## Your instructions
Write out all the entries word for word, but skip any images.

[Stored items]
* * *

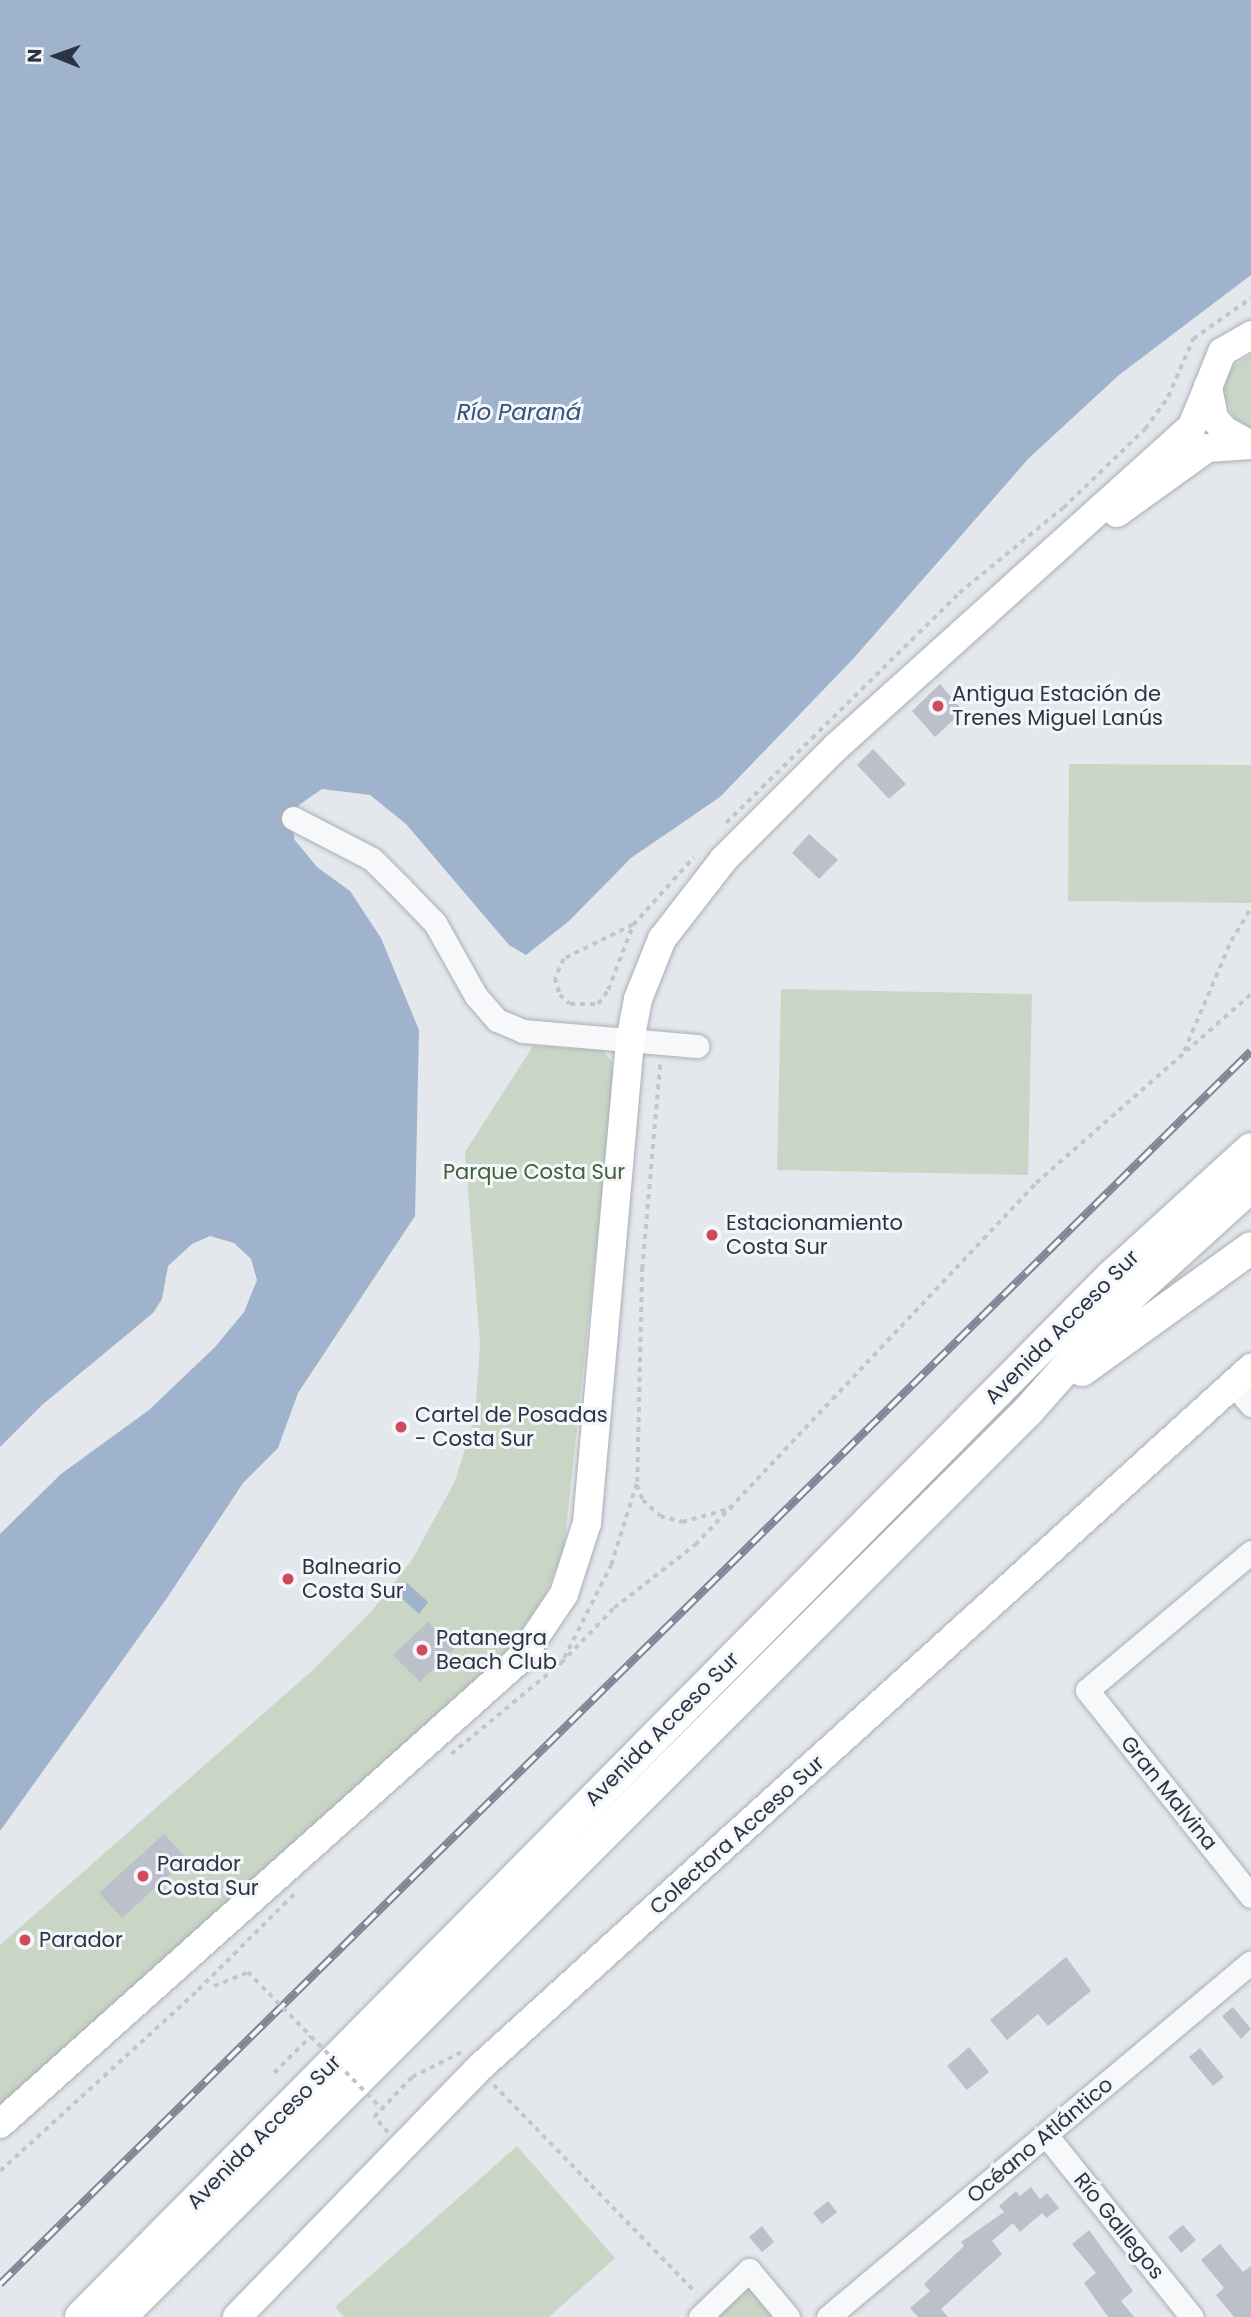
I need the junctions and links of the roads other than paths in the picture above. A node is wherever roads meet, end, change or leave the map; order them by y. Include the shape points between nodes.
1 (1251, 335) edge
2 (1208, 387) junction
3 (1251, 445) edge
4 (1031, 572) junction
5 (293, 818) dead end
6 (630, 1041) junction
7 (697, 1046) dead end
8 (1251, 1149) edge
9 (1251, 1186) edge
10 (1251, 1248) edge
11 (1241, 1375) edge
12 (1251, 1405) edge
13 (1028, 1411) junction
14 (1251, 1552) edge
15 (1251, 1896) edge
16 (1251, 1962) edge
17 (0, 2124) edge
18 (1046, 2134) junction
19 (705, 2312) edge
20 (81, 2317) edge
21 (120, 2317) edge
22 (237, 2317) edge
23 (788, 2317) edge
24 (828, 2317) edge
25 (1192, 2317) edge

1 - 2 main road via 1222,352
2 - 3 main road via 1214,418 1237,440
2 - 4 main road via 1192,426
3 - 4 main road via 1207,448
4 - 6 main road via 875,710 724,859 662,939 638,999
5 - 6 street via 372,859 435,923 476,996 497,1020 523,1031
6 - 7 street
6 - 17 main road via 587,1522 564,1594 521,1658
8 - 20 highway, Avenida Acceso Sur via 1112,1276
9 - 13 highway, Avenida Acceso Sur via 1129,1297
10 - 13 highway
11 - 12 street
11 - 22 main road, Colectora Acceso Sur via 478,2069
13 - 21 highway, Avenida Acceso Sur
14 - 15 street, Gran Malvina via 1087,1690
16 - 18 street, Océano Atlántico
18 - 24 street, Océano Atlántico
18 - 25 street, Río Gallegos
19 - 23 street via 749,2270

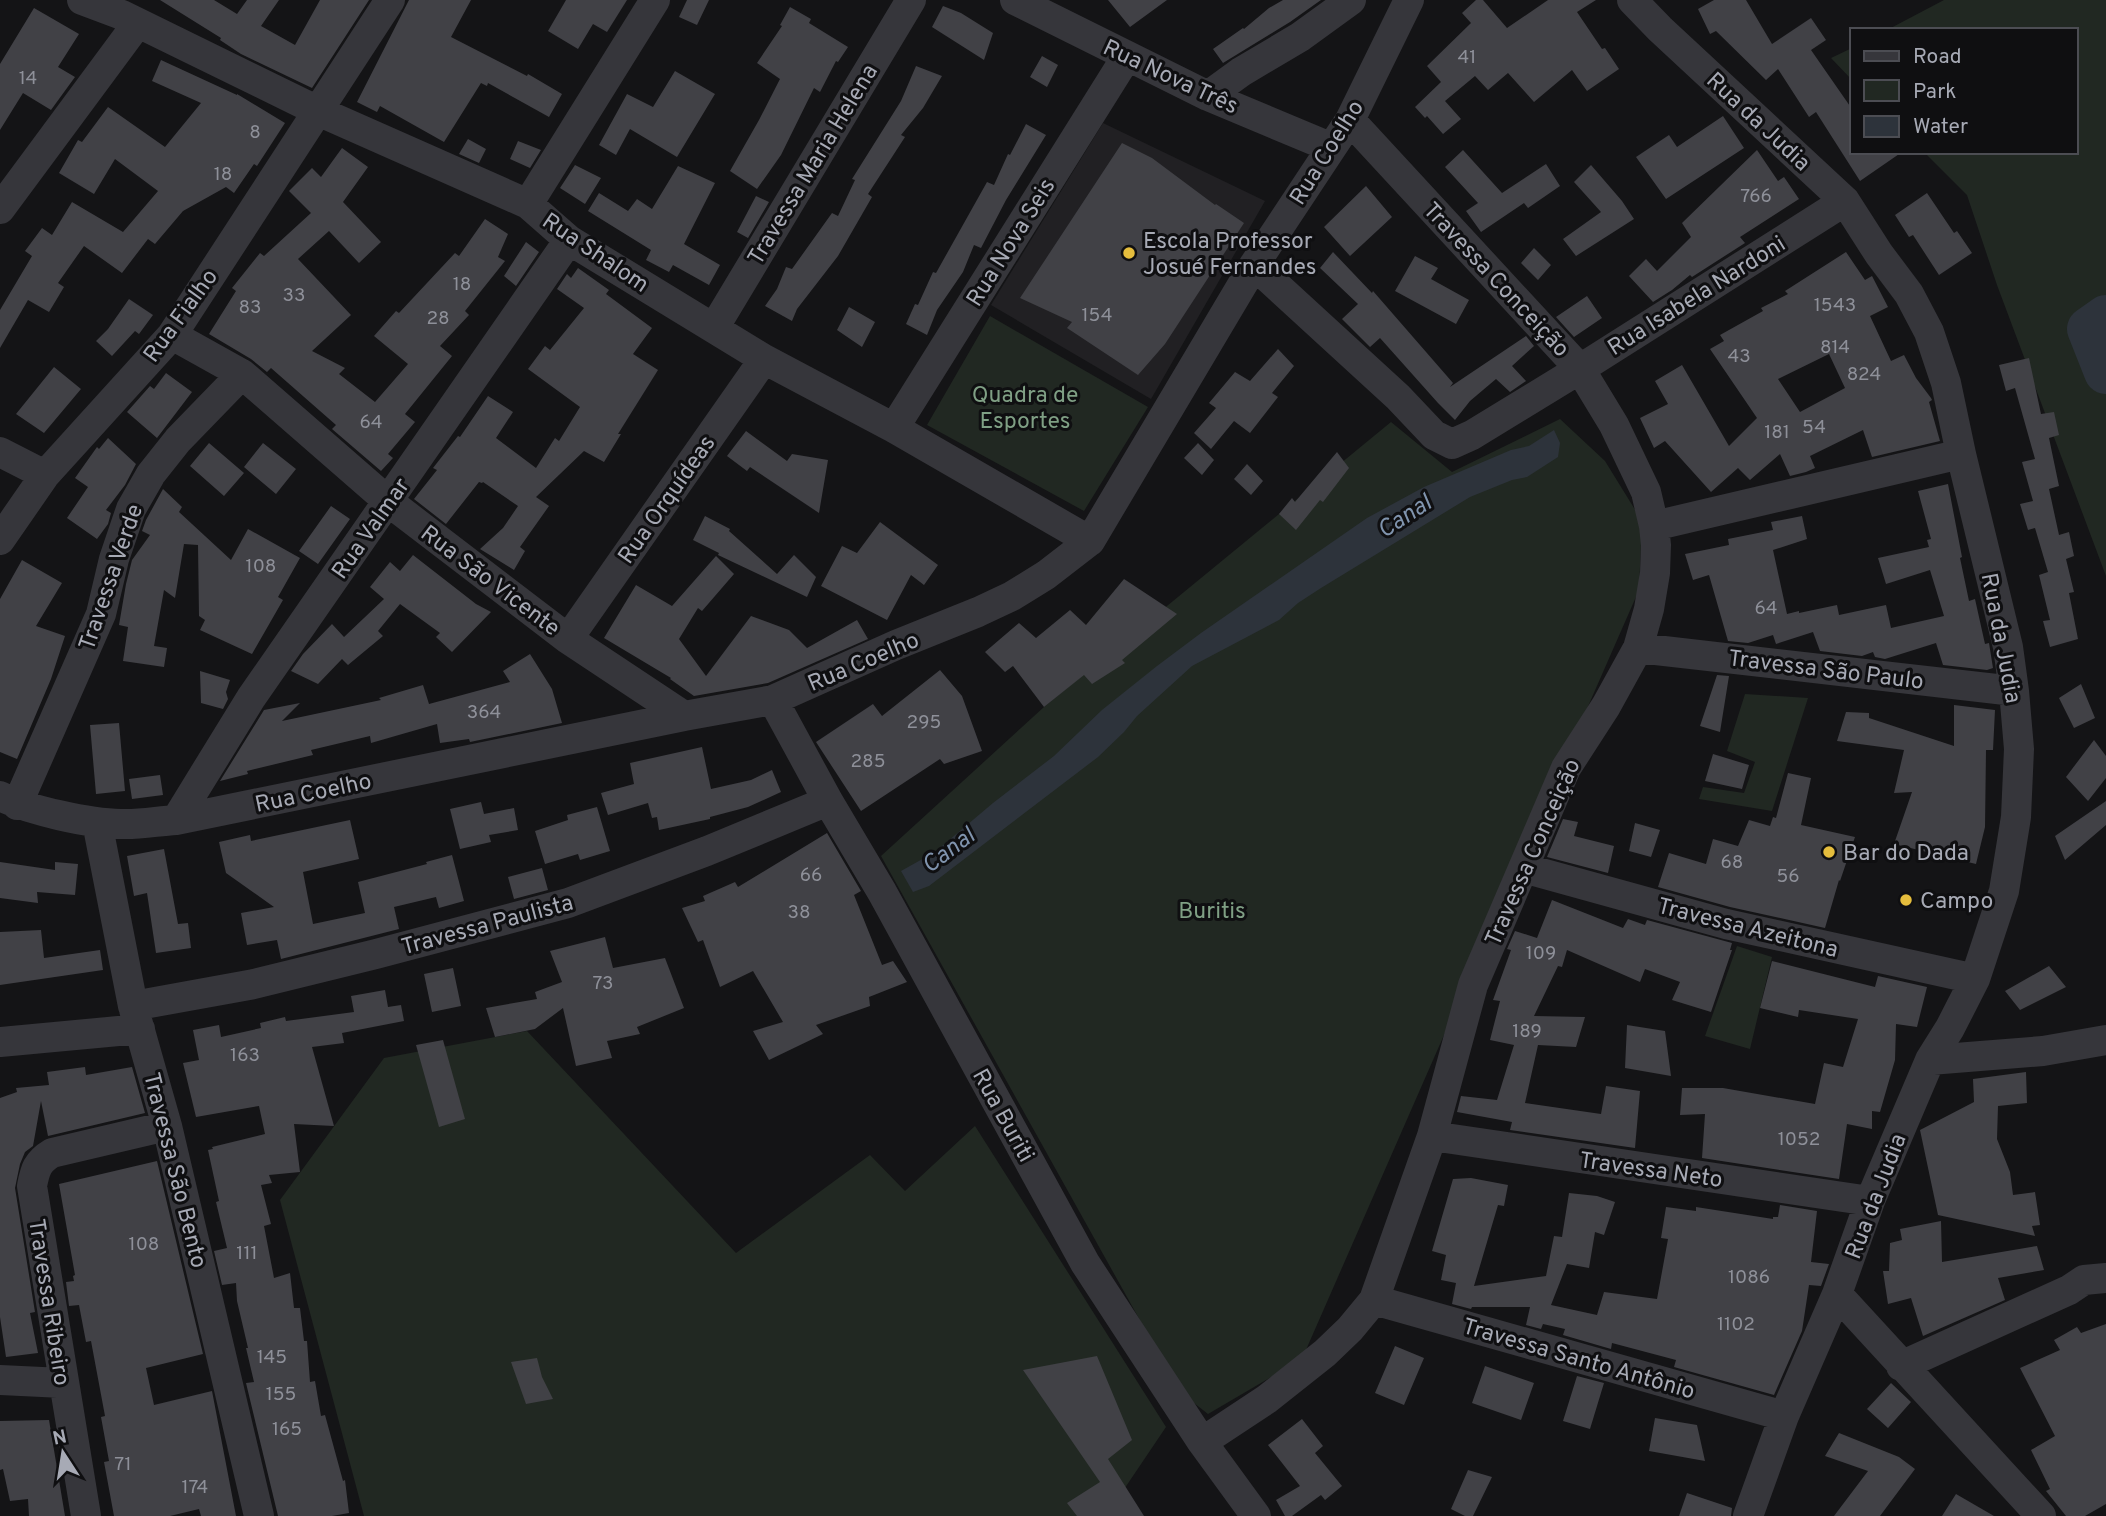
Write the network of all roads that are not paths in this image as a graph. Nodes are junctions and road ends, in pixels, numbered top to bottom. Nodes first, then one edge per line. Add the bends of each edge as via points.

* * *

## Task output
I need the junctions and links of the roads other than paths in the picture above. A node is wherever roads meet, end, change or leave the map; order them by y. Include the shape points between nodes.
1 (1251, 335) edge
2 (1208, 387) junction
3 (1251, 445) edge
4 (1031, 572) junction
5 (293, 818) dead end
6 (630, 1041) junction
7 (697, 1046) dead end
8 (1251, 1149) edge
9 (1251, 1186) edge
10 (1251, 1248) edge
11 (1241, 1375) edge
12 (1251, 1405) edge
13 (1028, 1411) junction
14 (1251, 1552) edge
15 (1251, 1896) edge
16 (1251, 1962) edge
17 (0, 2124) edge
18 (1046, 2134) junction
19 (705, 2312) edge
20 (81, 2317) edge
21 (120, 2317) edge
22 (237, 2317) edge
23 (788, 2317) edge
24 (828, 2317) edge
25 (1192, 2317) edge

1 - 2 main road via 1222,352
2 - 3 main road via 1214,418 1237,440
2 - 4 main road via 1192,426
3 - 4 main road via 1207,448
4 - 6 main road via 875,710 724,859 662,939 638,999
5 - 6 street via 372,859 435,923 476,996 497,1020 523,1031
6 - 7 street
6 - 17 main road via 587,1522 564,1594 521,1658
8 - 20 highway, Avenida Acceso Sur via 1112,1276
9 - 13 highway, Avenida Acceso Sur via 1129,1297
10 - 13 highway
11 - 12 street
11 - 22 main road, Colectora Acceso Sur via 478,2069
13 - 21 highway, Avenida Acceso Sur
14 - 15 street, Gran Malvina via 1087,1690
16 - 18 street, Océano Atlántico
18 - 24 street, Océano Atlántico
18 - 25 street, Río Gallegos
19 - 23 street via 749,2270

Write the network of all roads that are not paths in this image as a graph. Nodes are junctions and road ends, in pixels, numbered top to bottom. Nodes first, then one edge per line. Add the bends of each edge as via points.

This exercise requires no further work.